Saved entries:
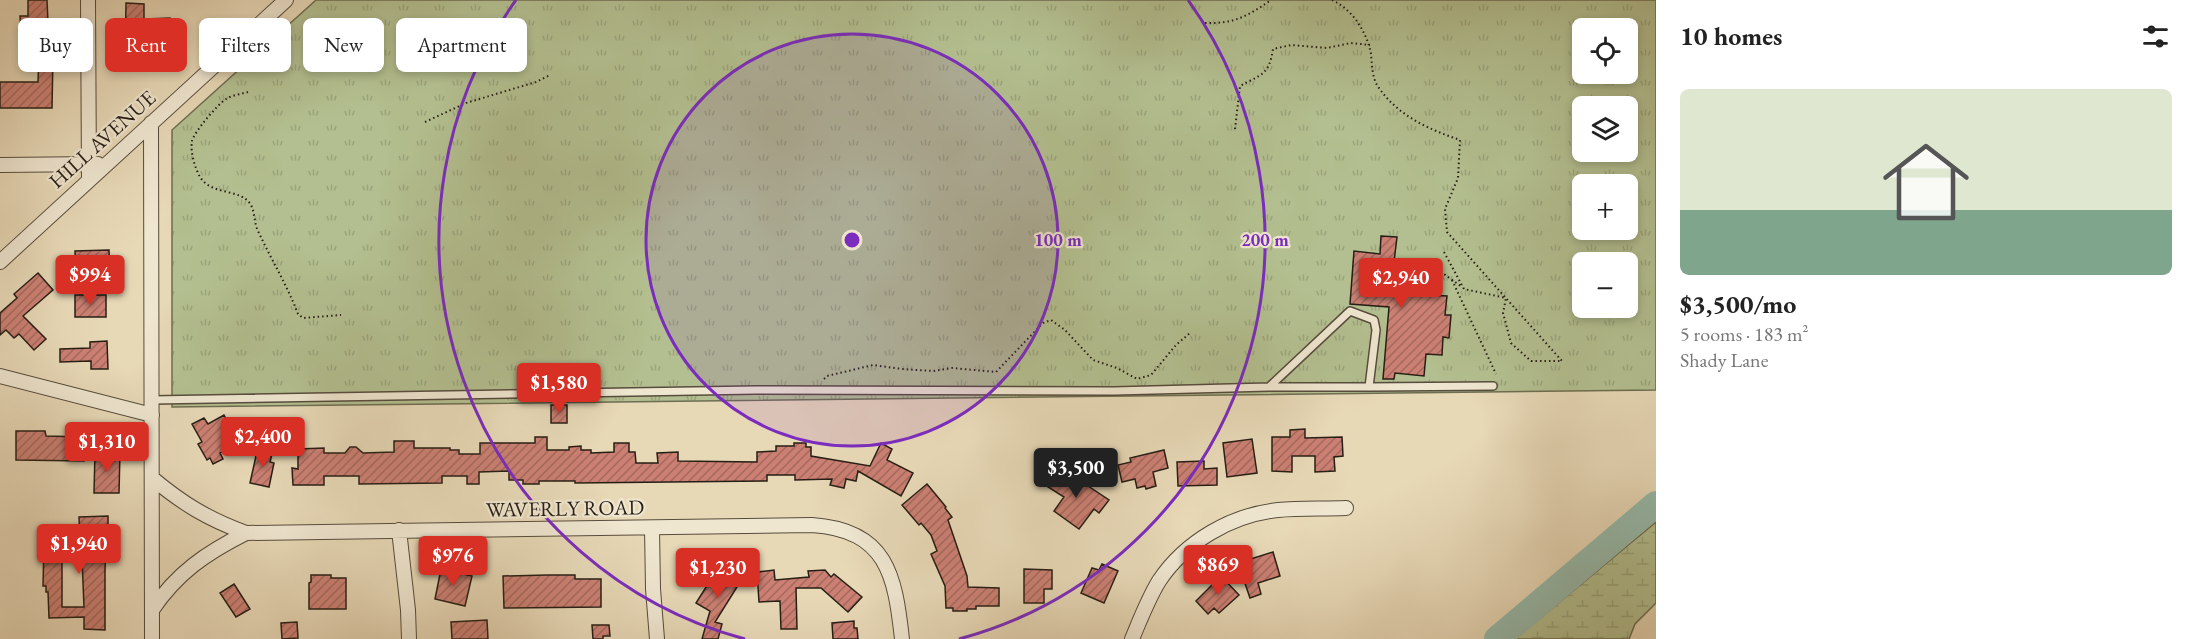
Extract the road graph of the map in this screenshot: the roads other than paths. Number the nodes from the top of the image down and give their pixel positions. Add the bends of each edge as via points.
1 (88, 0) edge
2 (286, 0) edge
3 (151, 123) junction
4 (89, 164) junction
5 (106, 164) junction
6 (0, 165) edge
7 (89, 179) junction
8 (0, 262) edge
9 (0, 376) edge
10 (1493, 386) dead end
11 (1268, 387) junction
12 (1369, 387) junction
13 (152, 400) junction
14 (152, 415) junction
15 (152, 478) junction
16 (1346, 508) dead end
17 (652, 528) junction
18 (399, 530) junction
19 (246, 533) junction
20 (152, 610) junction
21 (152, 639) edge
22 (409, 639) edge
23 (657, 639) edge
24 (902, 639) edge
25 (1132, 639) edge

1 - 4 street
2 - 3 street, HILL AVENUE
3 - 5 street, HILL AVENUE
3 - 13 street
4 - 5 street
4 - 6 street
4 - 7 street
5 - 7 street, HILL AVENUE
7 - 8 street, HILL AVENUE
9 - 14 street
10 - 12 lane
11 - 12 lane
11 - 12 lane via 1350,311 1374,320
11 - 13 lane via 1114,392 756,390
13 - 14 street
14 - 15 street
15 - 19 street, WAVERLY ROAD via 180,501
15 - 20 street
16 - 25 street via 1260,513 1210,533 1174,562 1159,582
17 - 18 street, WAVERLY ROAD
17 - 23 street
17 - 24 street, WAVERLY ROAD via 825,526 851,533 877,551 887,566
18 - 19 street, WAVERLY ROAD
18 - 22 street
19 - 20 street, WAVERLY ROAD via 198,560 166,590
20 - 21 street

Exercise requirements:
Extract all the entries word for word; omit any pictures.

Response area:
Extract the road graph of the map in this screenshot: the roads other than paths. Number the nodes from the top of the image down and give their pixel positions. Add the bends of each edge as via points.
1 (88, 0) edge
2 (286, 0) edge
3 (151, 123) junction
4 (89, 164) junction
5 (106, 164) junction
6 (0, 165) edge
7 (89, 179) junction
8 (0, 262) edge
9 (0, 376) edge
10 (1493, 386) dead end
11 (1268, 387) junction
12 (1369, 387) junction
13 (152, 400) junction
14 (152, 415) junction
15 (152, 478) junction
16 (1346, 508) dead end
17 (652, 528) junction
18 (399, 530) junction
19 (246, 533) junction
20 (152, 610) junction
21 (152, 639) edge
22 (409, 639) edge
23 (657, 639) edge
24 (902, 639) edge
25 (1132, 639) edge

1 - 4 street
2 - 3 street, HILL AVENUE
3 - 5 street, HILL AVENUE
3 - 13 street
4 - 5 street
4 - 6 street
4 - 7 street
5 - 7 street, HILL AVENUE
7 - 8 street, HILL AVENUE
9 - 14 street
10 - 12 lane
11 - 12 lane
11 - 12 lane via 1350,311 1374,320
11 - 13 lane via 1114,392 756,390
13 - 14 street
14 - 15 street
15 - 19 street, WAVERLY ROAD via 180,501
15 - 20 street
16 - 25 street via 1260,513 1210,533 1174,562 1159,582
17 - 18 street, WAVERLY ROAD
17 - 23 street
17 - 24 street, WAVERLY ROAD via 825,526 851,533 877,551 887,566
18 - 19 street, WAVERLY ROAD
18 - 22 street
19 - 20 street, WAVERLY ROAD via 198,560 166,590
20 - 21 street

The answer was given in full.